● REQUIRED WORK
Return each line in the records below that includes "graph".

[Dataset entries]
* * * * * * *

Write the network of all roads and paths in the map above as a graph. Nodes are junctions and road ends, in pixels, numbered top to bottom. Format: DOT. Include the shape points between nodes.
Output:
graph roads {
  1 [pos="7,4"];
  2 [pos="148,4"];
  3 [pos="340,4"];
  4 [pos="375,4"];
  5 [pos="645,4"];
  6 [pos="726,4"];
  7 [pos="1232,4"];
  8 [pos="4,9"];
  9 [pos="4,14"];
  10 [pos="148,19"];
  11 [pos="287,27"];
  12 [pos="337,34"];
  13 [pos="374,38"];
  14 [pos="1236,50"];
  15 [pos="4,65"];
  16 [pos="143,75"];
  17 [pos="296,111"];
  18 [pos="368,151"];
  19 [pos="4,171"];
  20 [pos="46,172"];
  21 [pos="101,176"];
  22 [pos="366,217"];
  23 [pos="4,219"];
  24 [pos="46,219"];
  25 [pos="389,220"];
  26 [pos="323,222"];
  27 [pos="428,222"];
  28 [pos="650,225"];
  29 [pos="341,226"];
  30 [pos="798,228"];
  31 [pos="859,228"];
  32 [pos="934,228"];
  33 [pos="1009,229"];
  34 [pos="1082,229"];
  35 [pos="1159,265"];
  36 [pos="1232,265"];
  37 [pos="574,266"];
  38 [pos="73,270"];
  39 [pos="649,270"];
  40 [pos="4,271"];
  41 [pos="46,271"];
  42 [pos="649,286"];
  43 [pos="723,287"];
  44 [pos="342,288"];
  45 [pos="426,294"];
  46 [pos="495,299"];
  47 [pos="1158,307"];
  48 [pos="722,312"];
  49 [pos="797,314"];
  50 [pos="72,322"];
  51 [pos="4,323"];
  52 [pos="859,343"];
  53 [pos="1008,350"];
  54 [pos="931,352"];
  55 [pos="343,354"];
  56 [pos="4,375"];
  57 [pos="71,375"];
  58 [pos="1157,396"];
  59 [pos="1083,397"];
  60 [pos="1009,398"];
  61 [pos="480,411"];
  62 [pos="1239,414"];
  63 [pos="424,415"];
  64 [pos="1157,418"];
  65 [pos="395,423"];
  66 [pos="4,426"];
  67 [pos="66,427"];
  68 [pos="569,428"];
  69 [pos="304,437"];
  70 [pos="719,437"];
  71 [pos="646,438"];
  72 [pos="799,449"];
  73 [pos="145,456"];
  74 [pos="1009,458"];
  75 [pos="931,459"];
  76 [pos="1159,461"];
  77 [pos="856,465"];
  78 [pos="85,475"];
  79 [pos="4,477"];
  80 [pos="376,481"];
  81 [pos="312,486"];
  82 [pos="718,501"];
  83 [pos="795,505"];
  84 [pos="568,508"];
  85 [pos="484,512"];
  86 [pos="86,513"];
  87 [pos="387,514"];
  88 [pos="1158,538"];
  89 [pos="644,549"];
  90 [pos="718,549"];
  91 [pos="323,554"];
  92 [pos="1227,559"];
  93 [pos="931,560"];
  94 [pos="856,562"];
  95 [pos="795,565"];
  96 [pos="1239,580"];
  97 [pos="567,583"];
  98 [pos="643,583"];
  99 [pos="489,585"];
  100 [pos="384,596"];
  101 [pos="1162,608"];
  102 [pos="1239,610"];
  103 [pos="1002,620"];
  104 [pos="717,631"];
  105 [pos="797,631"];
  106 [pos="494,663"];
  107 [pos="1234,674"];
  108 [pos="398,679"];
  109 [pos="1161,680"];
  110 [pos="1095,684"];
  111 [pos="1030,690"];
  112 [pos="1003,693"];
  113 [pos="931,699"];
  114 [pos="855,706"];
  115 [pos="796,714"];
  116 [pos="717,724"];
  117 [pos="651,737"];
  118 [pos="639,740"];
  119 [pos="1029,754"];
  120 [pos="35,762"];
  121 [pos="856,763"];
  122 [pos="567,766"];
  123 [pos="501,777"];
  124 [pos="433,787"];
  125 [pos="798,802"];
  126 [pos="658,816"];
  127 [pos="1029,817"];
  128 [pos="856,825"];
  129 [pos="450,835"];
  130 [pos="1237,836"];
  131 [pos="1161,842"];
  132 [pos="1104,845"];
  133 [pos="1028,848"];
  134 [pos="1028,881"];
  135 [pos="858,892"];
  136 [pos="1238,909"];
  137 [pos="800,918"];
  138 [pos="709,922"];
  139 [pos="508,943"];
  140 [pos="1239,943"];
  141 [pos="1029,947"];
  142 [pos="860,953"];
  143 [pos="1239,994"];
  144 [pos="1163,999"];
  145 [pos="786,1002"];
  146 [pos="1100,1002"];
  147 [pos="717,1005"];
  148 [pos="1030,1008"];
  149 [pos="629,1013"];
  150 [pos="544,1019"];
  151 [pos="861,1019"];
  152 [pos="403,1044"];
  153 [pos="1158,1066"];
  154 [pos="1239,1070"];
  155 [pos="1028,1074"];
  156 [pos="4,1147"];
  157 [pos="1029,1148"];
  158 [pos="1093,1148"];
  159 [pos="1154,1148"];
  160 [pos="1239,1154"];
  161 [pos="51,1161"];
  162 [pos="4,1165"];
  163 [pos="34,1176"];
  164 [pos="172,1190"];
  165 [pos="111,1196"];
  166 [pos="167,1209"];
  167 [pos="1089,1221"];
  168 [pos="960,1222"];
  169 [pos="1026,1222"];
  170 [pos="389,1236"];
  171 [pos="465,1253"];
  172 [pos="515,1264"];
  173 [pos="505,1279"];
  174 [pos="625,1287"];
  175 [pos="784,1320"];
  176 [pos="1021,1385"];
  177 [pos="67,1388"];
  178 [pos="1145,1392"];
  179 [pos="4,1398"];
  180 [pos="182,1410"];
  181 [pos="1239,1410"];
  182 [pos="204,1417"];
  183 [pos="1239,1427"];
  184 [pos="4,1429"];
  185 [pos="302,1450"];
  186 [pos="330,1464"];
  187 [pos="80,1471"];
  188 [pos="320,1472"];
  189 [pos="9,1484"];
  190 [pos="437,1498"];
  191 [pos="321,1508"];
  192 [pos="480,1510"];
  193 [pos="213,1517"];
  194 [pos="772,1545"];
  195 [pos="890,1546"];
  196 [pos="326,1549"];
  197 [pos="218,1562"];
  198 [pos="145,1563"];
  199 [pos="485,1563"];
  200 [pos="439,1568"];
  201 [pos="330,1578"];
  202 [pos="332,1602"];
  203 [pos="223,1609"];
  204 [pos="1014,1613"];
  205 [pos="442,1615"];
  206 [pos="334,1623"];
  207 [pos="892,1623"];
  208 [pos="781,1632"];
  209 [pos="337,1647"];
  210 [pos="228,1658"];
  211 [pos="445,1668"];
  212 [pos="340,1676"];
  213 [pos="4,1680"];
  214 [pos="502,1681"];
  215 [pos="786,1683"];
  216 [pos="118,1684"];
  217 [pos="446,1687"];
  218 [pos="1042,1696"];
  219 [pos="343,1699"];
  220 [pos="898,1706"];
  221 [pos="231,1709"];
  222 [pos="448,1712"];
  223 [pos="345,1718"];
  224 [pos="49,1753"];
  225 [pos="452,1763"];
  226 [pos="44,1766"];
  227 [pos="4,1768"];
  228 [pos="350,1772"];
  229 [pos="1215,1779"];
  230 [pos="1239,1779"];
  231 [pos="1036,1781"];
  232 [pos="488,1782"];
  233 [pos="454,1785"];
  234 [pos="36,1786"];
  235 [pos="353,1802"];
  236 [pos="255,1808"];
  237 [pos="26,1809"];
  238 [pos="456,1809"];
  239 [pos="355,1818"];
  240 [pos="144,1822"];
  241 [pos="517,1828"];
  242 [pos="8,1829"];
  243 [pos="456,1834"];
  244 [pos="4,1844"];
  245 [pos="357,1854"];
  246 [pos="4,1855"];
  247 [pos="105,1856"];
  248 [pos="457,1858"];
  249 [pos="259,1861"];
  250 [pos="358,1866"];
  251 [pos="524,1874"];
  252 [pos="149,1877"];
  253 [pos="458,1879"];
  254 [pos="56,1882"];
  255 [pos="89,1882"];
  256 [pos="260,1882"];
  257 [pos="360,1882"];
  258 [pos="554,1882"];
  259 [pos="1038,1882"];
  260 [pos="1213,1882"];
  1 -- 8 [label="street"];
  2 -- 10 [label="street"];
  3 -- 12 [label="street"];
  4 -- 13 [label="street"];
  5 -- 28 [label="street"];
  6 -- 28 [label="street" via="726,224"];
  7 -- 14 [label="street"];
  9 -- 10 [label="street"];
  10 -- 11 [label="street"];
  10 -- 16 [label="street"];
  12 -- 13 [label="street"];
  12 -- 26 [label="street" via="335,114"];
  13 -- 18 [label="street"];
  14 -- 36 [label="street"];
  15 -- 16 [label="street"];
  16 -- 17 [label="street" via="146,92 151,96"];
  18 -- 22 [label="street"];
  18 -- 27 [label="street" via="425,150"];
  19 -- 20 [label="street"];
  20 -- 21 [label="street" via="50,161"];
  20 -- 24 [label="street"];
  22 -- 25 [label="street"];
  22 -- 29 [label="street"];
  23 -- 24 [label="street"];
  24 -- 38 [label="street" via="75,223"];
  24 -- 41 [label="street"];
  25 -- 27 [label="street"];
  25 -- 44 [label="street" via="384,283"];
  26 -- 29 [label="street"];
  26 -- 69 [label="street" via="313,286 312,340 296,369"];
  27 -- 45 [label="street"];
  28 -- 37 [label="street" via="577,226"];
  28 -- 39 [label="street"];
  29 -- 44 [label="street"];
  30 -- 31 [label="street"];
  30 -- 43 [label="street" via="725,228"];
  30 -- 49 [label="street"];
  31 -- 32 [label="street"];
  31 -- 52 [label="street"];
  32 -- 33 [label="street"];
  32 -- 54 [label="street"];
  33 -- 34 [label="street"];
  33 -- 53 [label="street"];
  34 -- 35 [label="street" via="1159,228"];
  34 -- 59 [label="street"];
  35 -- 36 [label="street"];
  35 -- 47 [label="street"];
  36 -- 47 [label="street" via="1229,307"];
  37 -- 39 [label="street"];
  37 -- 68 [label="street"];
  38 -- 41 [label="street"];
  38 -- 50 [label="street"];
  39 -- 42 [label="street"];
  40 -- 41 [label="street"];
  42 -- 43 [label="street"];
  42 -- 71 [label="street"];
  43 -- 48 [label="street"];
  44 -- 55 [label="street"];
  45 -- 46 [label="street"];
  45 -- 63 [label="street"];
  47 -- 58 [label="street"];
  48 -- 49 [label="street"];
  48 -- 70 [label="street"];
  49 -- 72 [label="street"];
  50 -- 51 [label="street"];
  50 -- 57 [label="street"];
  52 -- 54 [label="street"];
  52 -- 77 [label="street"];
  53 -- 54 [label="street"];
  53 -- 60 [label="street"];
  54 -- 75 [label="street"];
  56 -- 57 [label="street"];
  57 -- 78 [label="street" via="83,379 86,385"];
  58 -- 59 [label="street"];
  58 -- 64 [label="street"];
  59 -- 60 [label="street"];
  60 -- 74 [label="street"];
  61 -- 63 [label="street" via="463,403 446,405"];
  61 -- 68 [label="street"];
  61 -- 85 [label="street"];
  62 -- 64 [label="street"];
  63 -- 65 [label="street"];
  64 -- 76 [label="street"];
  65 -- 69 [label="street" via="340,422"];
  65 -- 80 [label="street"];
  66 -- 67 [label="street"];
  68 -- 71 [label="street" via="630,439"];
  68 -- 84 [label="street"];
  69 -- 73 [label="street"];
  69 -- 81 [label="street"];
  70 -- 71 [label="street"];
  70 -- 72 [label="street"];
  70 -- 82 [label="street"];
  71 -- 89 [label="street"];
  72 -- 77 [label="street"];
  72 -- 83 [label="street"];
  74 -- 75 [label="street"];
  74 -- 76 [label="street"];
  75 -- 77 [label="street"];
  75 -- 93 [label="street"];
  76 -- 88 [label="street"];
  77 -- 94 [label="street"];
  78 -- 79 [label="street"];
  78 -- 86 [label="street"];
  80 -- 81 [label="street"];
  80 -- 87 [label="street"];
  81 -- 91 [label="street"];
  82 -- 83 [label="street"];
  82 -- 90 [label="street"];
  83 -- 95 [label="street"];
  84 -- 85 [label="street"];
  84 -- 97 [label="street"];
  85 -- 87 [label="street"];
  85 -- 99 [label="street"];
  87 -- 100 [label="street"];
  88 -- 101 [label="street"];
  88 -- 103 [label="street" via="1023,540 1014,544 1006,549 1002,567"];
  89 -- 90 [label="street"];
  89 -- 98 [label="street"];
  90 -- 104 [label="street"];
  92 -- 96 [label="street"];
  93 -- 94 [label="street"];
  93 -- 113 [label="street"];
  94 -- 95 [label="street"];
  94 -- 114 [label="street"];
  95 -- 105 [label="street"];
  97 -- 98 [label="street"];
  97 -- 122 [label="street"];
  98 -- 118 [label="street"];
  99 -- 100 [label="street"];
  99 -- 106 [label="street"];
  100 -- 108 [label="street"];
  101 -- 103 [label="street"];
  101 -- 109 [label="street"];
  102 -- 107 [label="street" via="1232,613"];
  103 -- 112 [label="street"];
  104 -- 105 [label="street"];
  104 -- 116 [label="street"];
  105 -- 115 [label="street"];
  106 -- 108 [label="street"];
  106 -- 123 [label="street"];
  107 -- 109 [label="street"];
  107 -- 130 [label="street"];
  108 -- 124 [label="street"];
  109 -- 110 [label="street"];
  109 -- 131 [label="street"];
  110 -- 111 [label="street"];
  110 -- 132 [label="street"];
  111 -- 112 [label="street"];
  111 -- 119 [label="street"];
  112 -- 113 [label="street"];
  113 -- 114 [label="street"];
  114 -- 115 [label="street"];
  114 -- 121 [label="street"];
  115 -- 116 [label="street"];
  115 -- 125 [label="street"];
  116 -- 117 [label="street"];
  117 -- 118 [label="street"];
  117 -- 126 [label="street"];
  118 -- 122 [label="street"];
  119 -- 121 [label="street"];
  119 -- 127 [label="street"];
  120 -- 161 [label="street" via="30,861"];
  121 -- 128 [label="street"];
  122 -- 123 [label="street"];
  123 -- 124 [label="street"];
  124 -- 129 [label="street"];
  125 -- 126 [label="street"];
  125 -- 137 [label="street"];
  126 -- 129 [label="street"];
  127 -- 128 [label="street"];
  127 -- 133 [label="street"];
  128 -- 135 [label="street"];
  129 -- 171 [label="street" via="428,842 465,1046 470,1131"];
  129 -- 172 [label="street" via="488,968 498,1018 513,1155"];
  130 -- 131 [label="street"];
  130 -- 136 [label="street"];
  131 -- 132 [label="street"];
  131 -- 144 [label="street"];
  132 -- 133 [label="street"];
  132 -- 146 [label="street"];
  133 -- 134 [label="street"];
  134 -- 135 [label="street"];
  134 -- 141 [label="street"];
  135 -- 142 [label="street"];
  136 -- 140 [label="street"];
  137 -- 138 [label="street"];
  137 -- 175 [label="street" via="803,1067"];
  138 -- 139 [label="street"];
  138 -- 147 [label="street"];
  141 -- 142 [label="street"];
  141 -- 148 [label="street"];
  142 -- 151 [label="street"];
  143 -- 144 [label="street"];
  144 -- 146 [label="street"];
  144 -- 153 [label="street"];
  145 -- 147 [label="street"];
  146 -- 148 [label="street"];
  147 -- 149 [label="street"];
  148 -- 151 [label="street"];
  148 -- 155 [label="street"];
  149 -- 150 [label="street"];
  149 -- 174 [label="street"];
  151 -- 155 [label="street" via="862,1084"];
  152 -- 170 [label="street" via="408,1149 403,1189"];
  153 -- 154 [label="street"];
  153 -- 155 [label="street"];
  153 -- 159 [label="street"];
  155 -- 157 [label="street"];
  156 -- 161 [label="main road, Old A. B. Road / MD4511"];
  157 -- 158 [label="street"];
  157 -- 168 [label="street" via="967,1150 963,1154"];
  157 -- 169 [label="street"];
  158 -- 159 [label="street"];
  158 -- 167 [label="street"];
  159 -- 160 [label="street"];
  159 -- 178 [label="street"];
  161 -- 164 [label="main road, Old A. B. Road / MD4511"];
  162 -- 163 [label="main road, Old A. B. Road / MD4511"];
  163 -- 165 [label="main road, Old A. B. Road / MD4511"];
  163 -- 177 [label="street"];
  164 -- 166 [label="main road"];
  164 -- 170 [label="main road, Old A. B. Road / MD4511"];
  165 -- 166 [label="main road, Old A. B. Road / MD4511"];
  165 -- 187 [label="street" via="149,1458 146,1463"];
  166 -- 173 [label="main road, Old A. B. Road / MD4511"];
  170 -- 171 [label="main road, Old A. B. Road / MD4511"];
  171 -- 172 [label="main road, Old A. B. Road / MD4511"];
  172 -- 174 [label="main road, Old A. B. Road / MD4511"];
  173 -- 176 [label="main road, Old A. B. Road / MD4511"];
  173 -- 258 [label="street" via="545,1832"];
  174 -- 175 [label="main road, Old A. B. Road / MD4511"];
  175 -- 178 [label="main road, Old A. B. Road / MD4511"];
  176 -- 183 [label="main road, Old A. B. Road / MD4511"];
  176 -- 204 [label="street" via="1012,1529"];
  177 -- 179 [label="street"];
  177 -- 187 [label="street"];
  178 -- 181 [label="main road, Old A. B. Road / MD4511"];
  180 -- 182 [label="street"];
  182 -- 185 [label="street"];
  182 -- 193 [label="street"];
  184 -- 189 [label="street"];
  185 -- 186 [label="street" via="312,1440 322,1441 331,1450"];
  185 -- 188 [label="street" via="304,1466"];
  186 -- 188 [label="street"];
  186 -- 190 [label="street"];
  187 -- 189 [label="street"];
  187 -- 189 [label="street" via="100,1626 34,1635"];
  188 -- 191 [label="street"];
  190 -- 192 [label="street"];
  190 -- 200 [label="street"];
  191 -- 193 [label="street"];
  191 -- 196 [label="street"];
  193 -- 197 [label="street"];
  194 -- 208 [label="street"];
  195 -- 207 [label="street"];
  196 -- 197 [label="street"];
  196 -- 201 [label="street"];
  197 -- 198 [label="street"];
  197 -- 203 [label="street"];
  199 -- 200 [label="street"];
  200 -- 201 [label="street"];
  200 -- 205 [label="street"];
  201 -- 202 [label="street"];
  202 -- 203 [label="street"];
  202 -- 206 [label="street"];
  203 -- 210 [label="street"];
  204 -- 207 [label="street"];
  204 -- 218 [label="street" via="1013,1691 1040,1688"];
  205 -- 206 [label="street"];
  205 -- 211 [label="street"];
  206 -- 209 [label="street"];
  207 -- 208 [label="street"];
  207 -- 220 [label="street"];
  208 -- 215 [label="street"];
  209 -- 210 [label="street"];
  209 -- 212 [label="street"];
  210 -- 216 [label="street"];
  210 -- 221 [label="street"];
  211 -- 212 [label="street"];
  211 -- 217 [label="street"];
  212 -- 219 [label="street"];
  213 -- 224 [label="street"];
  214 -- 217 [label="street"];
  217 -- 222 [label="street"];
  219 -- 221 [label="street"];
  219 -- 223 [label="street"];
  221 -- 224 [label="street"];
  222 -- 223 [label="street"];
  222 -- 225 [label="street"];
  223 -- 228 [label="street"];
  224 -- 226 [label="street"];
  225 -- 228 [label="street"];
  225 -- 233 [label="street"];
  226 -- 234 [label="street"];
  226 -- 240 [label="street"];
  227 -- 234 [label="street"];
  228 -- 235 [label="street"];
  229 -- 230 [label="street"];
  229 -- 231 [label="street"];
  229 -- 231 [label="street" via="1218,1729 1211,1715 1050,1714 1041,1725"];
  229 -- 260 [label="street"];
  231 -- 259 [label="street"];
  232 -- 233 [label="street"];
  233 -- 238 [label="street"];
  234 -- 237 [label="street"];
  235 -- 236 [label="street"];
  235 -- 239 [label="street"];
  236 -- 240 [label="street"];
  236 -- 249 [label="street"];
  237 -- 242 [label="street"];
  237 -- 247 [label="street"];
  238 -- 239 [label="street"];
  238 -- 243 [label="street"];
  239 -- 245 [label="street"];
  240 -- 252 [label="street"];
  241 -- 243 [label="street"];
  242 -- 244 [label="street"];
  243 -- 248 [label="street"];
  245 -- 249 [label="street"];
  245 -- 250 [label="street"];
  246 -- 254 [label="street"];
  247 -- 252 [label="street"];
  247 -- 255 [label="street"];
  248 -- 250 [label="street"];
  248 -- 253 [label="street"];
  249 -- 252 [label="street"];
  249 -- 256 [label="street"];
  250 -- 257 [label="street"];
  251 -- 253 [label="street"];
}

* * * * * * *

● ANSWER SPACE
Write the network of all roads and paths in the map above as a graph. Nodes are junctions and road ends, in pixels, numbered top to bottom. Format: DOT. Include the shape points between nodes.
graph roads {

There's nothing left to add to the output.